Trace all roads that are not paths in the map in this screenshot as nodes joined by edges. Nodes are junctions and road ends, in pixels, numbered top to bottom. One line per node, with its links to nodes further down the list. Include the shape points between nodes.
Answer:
--
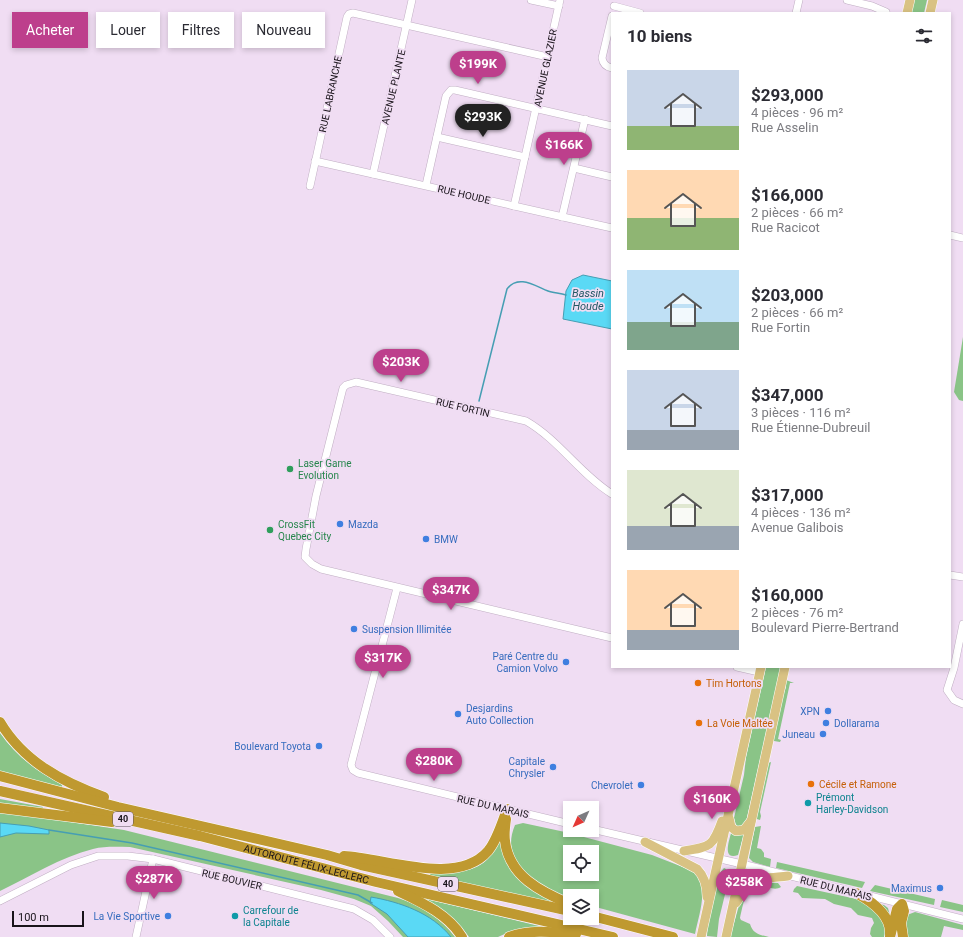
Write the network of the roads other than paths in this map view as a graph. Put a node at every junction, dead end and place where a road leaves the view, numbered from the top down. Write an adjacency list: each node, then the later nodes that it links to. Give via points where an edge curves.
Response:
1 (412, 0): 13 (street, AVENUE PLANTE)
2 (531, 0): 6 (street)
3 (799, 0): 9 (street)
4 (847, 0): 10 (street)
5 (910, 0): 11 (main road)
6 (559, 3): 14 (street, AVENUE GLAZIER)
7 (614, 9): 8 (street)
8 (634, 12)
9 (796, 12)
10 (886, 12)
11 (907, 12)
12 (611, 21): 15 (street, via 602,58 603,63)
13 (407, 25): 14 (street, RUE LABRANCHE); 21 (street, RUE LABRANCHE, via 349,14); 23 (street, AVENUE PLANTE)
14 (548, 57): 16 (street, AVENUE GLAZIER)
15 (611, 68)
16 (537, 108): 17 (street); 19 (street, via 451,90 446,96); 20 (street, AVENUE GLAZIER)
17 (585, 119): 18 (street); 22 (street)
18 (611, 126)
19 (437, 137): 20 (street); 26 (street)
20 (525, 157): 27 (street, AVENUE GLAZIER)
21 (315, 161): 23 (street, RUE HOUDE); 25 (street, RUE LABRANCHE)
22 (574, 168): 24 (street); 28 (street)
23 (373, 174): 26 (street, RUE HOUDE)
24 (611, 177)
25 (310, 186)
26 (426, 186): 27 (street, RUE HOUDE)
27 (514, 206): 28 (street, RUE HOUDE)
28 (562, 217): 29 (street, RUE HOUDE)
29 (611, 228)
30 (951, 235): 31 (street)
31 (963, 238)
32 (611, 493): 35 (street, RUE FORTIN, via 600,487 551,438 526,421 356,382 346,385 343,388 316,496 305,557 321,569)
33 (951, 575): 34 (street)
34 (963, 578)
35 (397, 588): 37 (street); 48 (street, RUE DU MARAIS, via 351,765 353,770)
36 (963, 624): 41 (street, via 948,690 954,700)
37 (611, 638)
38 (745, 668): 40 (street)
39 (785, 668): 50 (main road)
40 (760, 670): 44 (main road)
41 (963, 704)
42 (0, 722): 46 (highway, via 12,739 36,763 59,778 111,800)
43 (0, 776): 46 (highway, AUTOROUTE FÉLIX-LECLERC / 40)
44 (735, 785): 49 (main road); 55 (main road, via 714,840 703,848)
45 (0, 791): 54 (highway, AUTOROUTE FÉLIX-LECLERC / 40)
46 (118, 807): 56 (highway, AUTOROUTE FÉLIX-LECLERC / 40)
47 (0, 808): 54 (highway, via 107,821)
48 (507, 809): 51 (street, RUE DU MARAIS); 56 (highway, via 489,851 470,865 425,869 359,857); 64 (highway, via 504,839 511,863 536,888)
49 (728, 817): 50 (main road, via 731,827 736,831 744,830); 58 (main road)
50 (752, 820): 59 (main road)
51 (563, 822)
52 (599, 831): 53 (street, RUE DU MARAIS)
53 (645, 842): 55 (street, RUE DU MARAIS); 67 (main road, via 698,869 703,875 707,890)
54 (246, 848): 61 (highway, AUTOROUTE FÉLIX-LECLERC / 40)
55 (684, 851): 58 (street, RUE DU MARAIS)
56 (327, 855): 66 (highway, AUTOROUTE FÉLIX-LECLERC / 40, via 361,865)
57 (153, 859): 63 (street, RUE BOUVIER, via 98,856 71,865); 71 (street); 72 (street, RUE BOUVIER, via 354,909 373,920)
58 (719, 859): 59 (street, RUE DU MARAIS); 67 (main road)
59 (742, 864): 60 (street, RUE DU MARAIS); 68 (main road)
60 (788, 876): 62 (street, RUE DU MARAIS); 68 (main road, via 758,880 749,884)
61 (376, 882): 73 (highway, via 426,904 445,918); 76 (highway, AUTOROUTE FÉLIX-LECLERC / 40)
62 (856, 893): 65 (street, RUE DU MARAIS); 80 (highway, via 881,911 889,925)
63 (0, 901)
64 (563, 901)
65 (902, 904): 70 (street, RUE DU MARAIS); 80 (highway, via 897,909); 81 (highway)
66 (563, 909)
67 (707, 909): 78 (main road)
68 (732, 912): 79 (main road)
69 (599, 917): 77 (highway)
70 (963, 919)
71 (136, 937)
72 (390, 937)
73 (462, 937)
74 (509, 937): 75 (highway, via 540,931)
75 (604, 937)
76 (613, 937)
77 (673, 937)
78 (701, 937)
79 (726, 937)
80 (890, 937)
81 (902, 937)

ACTIVITY: Tell how many lines in the entries contain the string "that". Give the number and nothing more.

EXPECTED ANSWER: 2